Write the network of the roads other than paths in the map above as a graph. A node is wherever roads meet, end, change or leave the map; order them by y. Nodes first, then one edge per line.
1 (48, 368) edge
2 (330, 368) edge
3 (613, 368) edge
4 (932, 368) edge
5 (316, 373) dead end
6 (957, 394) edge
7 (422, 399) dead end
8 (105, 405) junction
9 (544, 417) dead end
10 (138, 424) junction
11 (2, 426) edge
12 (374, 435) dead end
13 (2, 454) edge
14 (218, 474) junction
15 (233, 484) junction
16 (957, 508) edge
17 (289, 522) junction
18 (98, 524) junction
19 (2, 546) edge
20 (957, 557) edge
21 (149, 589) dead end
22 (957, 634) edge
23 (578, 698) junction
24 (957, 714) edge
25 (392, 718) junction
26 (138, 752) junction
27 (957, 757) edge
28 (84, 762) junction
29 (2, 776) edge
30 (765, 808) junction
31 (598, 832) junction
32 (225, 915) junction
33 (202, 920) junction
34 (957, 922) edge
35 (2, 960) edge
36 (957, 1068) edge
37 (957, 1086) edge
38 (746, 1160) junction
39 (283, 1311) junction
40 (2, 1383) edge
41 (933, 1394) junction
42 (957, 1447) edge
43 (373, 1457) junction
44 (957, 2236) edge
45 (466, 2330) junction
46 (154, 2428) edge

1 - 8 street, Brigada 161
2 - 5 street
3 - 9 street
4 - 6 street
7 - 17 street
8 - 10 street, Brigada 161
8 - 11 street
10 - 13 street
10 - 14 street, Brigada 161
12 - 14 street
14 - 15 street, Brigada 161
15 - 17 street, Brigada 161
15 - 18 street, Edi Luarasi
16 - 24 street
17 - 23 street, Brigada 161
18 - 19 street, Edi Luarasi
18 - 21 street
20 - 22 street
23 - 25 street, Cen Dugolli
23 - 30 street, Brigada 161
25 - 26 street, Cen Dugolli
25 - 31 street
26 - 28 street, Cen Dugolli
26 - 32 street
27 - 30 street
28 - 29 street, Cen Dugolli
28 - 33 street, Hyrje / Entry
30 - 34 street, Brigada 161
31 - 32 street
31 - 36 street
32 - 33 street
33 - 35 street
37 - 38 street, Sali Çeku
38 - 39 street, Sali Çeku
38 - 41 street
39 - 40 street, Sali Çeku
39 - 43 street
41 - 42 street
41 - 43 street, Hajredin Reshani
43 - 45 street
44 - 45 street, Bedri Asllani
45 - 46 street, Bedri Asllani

Problem statement: Please give the number of lines with "Çeku" in the entries above, and write no other text.

Task result: 3